PROBLEM DETAILS
The lines to return are those below that contain the word "label".

Collected data:
[Start of Attachment]
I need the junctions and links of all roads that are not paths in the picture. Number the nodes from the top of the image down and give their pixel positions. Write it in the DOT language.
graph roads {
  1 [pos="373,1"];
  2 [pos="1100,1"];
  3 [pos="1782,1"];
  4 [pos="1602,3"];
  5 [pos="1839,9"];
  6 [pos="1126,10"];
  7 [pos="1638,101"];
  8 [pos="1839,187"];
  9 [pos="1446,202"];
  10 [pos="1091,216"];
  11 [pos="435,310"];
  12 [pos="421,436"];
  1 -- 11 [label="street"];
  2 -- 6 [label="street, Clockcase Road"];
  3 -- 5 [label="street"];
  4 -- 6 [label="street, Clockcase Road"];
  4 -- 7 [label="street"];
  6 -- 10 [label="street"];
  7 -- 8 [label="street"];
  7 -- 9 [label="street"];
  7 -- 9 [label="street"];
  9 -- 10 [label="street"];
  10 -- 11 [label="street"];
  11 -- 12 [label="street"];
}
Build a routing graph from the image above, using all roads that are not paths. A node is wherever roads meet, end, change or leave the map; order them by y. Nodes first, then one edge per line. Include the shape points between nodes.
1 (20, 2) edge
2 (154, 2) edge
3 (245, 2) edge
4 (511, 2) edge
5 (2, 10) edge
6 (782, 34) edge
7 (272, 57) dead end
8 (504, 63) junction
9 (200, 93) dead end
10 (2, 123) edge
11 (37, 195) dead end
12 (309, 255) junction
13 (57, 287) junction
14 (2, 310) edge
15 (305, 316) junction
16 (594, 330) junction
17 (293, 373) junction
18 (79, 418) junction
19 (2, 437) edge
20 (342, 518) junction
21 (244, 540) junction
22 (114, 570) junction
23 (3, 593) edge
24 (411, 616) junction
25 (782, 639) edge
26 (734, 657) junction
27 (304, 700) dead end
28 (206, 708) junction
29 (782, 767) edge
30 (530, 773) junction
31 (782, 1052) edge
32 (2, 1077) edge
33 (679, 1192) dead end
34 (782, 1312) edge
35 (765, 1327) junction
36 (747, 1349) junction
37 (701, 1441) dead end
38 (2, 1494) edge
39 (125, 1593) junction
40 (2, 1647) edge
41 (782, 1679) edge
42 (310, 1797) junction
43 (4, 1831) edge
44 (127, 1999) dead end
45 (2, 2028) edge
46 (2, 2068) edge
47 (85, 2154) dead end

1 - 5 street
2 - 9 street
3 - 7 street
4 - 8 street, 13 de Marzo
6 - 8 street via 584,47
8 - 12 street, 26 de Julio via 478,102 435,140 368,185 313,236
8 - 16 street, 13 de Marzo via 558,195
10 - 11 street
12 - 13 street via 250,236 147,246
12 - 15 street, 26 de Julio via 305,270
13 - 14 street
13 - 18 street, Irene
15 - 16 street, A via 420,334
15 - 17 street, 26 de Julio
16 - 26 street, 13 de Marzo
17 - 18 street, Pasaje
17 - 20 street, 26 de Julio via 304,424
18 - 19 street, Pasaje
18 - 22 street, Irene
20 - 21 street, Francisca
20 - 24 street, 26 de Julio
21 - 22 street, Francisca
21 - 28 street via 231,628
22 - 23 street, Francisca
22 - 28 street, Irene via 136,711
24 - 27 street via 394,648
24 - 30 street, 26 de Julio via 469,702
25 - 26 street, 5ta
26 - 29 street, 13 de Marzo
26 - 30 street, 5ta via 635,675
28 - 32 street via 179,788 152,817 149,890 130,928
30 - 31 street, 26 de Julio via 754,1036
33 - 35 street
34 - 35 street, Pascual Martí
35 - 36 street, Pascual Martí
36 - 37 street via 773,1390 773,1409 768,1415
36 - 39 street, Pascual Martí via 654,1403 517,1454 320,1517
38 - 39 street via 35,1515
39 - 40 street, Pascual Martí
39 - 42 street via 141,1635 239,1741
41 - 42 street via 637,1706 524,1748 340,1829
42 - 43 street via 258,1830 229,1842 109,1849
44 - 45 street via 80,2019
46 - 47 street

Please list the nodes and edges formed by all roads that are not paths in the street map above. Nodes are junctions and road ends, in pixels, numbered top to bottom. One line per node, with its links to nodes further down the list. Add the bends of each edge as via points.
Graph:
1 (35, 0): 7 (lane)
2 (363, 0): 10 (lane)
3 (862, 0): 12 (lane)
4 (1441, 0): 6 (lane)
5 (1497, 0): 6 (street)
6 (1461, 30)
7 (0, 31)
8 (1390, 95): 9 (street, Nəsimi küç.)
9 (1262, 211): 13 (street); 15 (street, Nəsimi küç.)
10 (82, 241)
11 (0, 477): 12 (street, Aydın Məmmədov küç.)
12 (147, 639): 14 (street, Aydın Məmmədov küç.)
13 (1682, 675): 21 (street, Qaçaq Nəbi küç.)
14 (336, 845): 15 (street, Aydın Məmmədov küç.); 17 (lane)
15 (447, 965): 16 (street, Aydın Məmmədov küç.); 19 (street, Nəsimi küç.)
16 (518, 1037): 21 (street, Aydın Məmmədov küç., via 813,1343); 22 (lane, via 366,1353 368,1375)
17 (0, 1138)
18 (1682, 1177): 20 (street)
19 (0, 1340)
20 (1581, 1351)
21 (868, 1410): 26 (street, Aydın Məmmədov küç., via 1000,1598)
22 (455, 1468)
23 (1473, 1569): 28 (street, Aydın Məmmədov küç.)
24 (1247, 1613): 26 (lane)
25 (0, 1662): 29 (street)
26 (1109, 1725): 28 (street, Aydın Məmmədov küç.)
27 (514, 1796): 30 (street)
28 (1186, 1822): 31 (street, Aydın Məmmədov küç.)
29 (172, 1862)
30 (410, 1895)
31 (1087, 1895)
[End of Attachment]
OUTPUT OF THE TASK
  1 -- 11 [label="street"];
  2 -- 6 [label="street, Clockcase Road"];
  3 -- 5 [label="street"];
  4 -- 6 [label="street, Clockcase Road"];
  4 -- 7 [label="street"];
  6 -- 10 [label="street"];
  7 -- 8 [label="street"];
  7 -- 9 [label="street"];
  7 -- 9 [label="street"];
  9 -- 10 [label="street"];
  10 -- 11 [label="street"];
  11 -- 12 [label="street"];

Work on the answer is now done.